El lunes, mi hijo cumplió años. Una sencilla asociación mental me llevó, ese día, a recordar a una compañera de trabajo. El año pasado, en su camino hacia la escuela, mi hijo, asomado a la ventana del trabajo, con la inocencia e ingenuidad propias de su edad, le anunció que era su cumpleaños. Se tenían especial afecto pues hablaban a diario. Un recuerdo sucede a otro y acude a mi memoria una conversación que tuve hace años con esta misma compañera sobre unos álamos que, altos y elegantes, crecían junto a un cruce de caminos. Ambos nos habíamos fijado en ese conjunto de árboles, que se distinguían, entre los pinos que los rodeaban, por su esbeltez, por su hermoso cromatismo estacionario. Por su belleza. Hablamos de la impresión que nos había causado a los dos aquella inusual arboleda. Y lamentamos juntos su desaparición: un incendio los había calcinado de manera irremediable. Hace unas semanas falleció mi compañera. No hay peor fuego para el ánimo que la muerte inesperada.  

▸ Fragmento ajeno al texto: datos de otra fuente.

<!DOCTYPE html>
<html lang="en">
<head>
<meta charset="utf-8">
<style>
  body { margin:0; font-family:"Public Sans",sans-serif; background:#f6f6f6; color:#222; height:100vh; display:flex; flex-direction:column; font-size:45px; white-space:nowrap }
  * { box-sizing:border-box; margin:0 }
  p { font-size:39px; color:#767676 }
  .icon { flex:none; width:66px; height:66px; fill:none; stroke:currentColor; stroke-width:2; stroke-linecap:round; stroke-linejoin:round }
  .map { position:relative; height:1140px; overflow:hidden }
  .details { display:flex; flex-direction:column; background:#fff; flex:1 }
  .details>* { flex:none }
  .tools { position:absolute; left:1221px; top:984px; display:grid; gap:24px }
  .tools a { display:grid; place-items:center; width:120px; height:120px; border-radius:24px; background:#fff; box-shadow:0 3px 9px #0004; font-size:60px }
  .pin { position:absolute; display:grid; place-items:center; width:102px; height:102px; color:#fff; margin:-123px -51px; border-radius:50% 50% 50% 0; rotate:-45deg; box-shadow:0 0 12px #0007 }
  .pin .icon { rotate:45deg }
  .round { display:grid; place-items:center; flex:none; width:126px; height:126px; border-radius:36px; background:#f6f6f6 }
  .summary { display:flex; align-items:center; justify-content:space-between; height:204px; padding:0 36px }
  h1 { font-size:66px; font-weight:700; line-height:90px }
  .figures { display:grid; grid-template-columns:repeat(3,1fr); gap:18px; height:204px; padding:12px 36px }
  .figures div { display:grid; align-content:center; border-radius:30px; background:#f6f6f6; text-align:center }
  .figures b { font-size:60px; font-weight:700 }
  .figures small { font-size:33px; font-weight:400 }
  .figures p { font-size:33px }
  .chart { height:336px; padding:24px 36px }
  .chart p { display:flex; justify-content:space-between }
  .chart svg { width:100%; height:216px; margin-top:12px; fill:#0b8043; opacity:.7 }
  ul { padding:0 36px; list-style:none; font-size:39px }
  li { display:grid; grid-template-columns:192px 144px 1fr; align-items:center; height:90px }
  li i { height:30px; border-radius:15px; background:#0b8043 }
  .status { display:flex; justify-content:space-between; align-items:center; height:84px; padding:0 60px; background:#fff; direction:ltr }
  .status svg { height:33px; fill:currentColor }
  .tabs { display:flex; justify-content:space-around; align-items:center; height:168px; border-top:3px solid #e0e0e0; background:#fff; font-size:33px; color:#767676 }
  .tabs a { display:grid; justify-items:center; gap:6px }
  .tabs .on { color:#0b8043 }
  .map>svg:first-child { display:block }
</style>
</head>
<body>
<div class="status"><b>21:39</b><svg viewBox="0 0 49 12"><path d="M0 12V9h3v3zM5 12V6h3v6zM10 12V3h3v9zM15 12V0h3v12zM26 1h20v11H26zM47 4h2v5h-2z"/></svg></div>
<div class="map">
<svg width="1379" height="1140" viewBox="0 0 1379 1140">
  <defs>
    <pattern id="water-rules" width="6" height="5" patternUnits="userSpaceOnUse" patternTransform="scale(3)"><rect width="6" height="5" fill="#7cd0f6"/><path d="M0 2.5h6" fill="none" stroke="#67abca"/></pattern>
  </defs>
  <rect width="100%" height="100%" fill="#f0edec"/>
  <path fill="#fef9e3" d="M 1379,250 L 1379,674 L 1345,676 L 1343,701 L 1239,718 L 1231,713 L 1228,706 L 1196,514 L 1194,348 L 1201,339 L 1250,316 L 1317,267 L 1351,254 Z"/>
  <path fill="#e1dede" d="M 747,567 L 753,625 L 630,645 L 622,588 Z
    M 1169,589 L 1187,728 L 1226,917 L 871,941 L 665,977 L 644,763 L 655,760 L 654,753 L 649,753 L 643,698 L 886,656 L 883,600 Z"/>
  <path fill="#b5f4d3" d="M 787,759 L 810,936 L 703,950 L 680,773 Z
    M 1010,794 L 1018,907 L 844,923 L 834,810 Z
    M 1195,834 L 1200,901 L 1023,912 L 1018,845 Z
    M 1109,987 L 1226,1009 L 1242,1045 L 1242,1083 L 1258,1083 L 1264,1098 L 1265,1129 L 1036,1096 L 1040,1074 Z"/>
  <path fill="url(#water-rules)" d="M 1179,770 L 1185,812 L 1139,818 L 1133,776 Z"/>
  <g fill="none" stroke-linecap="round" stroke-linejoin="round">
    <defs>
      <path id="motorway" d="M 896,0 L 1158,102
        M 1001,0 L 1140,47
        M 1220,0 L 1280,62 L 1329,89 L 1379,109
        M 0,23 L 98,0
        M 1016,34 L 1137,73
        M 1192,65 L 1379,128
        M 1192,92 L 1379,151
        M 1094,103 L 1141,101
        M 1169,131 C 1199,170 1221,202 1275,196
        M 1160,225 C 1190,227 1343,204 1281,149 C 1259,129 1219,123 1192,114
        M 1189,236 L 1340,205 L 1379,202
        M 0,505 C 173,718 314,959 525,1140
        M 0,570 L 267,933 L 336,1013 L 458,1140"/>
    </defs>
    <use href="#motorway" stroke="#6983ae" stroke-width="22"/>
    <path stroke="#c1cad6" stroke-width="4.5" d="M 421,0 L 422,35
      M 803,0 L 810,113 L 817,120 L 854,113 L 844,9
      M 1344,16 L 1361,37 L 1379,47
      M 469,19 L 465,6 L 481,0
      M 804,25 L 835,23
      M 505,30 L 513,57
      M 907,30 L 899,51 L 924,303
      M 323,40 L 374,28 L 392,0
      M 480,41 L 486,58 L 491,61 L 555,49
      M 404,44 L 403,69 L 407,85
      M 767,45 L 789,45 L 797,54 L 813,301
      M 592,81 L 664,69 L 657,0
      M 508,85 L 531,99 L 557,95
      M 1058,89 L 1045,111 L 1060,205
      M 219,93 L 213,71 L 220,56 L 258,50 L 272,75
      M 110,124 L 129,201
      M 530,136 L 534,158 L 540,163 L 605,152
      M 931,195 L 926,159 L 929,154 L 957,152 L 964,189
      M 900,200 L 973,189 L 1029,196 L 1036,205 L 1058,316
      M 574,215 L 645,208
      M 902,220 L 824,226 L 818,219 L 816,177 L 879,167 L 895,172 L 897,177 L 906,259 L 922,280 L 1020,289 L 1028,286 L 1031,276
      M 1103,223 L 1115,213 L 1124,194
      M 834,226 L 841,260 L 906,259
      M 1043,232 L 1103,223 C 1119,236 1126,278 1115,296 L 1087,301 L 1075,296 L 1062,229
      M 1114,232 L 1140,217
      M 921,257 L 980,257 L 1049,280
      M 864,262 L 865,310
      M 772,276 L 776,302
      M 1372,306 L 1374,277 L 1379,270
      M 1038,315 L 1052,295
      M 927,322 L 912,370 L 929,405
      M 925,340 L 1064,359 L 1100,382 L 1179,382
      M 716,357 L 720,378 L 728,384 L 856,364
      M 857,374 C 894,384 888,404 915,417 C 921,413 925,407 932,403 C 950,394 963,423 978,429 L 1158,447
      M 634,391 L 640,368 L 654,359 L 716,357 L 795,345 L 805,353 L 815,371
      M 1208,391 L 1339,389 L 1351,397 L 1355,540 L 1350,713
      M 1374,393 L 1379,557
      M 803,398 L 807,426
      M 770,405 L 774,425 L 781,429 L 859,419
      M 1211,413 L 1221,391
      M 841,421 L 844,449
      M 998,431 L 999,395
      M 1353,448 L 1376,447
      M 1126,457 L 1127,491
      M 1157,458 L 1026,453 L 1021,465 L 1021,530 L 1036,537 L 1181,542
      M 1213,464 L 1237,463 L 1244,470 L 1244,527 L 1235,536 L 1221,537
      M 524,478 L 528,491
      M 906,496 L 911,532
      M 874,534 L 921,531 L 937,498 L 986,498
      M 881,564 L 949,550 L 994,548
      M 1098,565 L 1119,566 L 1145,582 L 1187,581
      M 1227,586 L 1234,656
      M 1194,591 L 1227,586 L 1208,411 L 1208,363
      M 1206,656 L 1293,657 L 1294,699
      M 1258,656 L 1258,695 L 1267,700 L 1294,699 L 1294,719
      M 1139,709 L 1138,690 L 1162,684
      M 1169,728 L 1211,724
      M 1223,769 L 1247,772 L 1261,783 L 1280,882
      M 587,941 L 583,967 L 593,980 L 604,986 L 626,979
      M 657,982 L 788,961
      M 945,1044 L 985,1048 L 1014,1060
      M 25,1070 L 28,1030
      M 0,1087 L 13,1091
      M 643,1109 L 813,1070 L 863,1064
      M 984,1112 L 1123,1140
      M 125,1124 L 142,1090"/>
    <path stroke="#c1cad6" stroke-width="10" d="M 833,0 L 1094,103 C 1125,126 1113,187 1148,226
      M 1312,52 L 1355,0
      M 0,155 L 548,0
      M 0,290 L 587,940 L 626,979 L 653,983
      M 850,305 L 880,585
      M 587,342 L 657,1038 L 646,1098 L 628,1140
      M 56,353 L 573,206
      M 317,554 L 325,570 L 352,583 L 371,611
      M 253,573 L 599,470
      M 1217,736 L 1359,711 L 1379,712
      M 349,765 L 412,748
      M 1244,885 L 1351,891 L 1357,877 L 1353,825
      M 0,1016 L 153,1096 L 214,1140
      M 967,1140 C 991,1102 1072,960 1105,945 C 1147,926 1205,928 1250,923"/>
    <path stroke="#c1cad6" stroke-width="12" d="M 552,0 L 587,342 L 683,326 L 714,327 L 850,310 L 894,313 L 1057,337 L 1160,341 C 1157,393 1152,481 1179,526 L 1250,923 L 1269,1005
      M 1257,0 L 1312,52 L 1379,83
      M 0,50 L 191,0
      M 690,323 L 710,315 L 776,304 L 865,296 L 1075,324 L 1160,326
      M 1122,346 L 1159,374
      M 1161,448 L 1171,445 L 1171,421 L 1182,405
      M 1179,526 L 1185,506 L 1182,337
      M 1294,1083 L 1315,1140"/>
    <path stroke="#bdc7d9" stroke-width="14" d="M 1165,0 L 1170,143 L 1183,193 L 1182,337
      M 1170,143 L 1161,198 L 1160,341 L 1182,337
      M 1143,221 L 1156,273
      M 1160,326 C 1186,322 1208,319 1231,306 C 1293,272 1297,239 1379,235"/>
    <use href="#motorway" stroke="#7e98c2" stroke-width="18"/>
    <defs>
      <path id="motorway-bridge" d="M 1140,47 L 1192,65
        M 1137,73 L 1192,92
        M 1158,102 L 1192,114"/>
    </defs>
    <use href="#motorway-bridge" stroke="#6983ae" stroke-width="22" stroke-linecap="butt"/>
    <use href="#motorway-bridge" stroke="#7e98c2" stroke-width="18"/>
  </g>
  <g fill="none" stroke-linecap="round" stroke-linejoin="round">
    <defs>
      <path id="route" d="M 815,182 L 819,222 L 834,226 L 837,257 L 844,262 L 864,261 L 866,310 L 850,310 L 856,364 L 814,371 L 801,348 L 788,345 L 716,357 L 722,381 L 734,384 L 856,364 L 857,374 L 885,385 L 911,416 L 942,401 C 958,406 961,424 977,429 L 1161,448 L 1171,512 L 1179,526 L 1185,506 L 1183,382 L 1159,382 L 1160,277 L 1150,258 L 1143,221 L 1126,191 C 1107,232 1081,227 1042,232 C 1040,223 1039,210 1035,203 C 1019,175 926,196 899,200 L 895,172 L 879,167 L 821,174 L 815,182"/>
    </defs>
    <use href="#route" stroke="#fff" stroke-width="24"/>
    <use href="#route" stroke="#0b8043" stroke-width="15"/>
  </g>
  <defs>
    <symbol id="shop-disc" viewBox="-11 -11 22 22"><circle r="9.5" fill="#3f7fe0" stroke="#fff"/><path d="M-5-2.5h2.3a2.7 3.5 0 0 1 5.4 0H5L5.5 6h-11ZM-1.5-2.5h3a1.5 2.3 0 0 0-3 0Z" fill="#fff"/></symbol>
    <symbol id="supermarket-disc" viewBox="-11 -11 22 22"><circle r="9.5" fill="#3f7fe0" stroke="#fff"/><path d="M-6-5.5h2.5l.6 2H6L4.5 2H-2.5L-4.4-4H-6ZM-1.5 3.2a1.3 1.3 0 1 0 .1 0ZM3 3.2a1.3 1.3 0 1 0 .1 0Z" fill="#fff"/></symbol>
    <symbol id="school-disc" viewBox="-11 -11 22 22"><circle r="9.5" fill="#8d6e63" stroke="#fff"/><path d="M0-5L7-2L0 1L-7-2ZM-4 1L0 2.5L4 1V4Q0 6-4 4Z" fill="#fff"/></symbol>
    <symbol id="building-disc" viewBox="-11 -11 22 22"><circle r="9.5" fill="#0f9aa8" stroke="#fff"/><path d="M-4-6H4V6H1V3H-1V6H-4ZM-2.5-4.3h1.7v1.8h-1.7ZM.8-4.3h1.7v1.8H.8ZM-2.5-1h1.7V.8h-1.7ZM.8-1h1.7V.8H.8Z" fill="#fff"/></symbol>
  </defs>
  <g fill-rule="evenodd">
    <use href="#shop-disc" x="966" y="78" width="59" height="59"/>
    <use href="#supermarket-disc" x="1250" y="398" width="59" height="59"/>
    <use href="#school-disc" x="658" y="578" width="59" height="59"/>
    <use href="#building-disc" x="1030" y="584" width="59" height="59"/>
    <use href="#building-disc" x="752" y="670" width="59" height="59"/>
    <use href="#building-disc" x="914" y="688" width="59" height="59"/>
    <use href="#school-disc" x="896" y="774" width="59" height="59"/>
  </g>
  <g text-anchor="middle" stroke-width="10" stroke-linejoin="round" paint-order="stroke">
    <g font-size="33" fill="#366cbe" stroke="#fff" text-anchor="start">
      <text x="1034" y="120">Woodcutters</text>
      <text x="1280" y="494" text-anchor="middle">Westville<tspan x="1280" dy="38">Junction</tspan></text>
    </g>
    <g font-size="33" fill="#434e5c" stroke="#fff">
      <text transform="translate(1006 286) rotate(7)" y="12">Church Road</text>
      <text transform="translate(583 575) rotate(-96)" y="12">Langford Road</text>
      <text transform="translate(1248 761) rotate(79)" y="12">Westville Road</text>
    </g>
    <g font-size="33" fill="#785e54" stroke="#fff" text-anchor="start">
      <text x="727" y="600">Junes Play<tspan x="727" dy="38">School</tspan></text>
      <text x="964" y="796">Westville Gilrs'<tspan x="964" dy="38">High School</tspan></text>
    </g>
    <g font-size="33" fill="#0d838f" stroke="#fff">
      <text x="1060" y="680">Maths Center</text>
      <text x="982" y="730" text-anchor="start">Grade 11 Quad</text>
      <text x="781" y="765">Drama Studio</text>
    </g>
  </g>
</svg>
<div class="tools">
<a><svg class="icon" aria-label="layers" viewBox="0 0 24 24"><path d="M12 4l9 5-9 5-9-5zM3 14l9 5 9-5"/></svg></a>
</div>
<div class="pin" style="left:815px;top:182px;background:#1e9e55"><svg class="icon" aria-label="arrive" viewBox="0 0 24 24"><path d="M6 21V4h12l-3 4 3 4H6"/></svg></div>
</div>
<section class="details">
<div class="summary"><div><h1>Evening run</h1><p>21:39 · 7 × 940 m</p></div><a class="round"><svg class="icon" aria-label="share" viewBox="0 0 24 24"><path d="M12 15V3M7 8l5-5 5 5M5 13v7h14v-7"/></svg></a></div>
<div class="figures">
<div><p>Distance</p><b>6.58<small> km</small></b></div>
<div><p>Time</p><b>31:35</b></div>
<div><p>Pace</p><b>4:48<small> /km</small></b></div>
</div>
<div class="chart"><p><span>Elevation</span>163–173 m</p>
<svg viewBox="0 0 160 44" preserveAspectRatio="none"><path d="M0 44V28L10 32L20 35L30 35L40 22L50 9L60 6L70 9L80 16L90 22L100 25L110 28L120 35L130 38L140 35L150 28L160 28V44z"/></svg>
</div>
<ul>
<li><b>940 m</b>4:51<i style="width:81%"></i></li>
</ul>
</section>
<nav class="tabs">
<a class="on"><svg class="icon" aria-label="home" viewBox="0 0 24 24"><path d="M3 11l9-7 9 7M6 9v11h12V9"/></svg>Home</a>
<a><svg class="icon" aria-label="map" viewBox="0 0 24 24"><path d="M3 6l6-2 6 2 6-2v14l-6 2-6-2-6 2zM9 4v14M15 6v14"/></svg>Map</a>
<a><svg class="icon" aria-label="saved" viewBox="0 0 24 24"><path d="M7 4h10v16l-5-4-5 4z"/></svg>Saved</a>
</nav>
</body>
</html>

El tiempo pasa y con él se acumulan las ausencias. Vista en retrospectiva, la vida podría entenderse como una concatenación, a veces sorprendente, de sucesos. Los recuerdos se vinculan, en nuestra memoria, unos con otros, a pesar de que esta relación nos resulte, en no pocas ocasiones, inexplicable. El cumpleaños de mi hijo revivió de nuevo a mi compañera y ella, a su vez, me trajo al presente los álamos que mueven ahora sus hojas trémulas en el paisaje que evoca la emoción y la memoria. Recordar no es sólo volver a pasar por el corazón, como afirmaban los romanos. Es, también, mirar hacia atrás para coser luego, con el hilo del lenguaje, los retales de una vida que los años han esparcido en ese laberinto de espejos que llamamos memoria. Los recuerdos nos enseñan, a través de la experiencia, cómo enfrentar y sobreponerse a todo lo terrible que tiene la existencia. Ante la muerte, los estoicos se mostraban imperturbables. Creían, como los hinduistas y budistas, que el universo estaba sometido a ciclos sucesivos de creación y de destrucción. De vida y de muerte permanente. Todo es una infinita repetición, por lo que estaban convencidos de que cada uno de nosotros viviremos la misma vida una y otra vez. El eterno retorno, que teorizó Nietzsche. Un físico y divulgador científico de la BBC, Brian Cox, nos asegura, en la maravillosa serie documental llamada Universo, que una de las hipótesis cosmológicas contemporáneas plantea la posibilidad de que quizá sea así; que tras el Big Bang y su expansión, el universo se enfriará, la energía se diluirá y el cosmos, inevitablemente, se contraerá. Comenzará, entonces, un nuevo ciclo de explosión, expansión y muerte. La ciencia cree que ese nuevo universo sería exactamente de la misma forma que el actual, porque partirá de la misma unidad primordial: el átomo primigenio que predijo por vez primera el sacerdote belga Lemaître. Si finalmente, esta hipótesis se cumpliera, el dolor que nos provoca la muerte, ya no tendría sentido. Ni tan siquiera las preguntas trascendentales que nos hacemos desde la noche de los tiempos mientras observamos ese espacio infinito y misterioso que tiene por nombre Universo.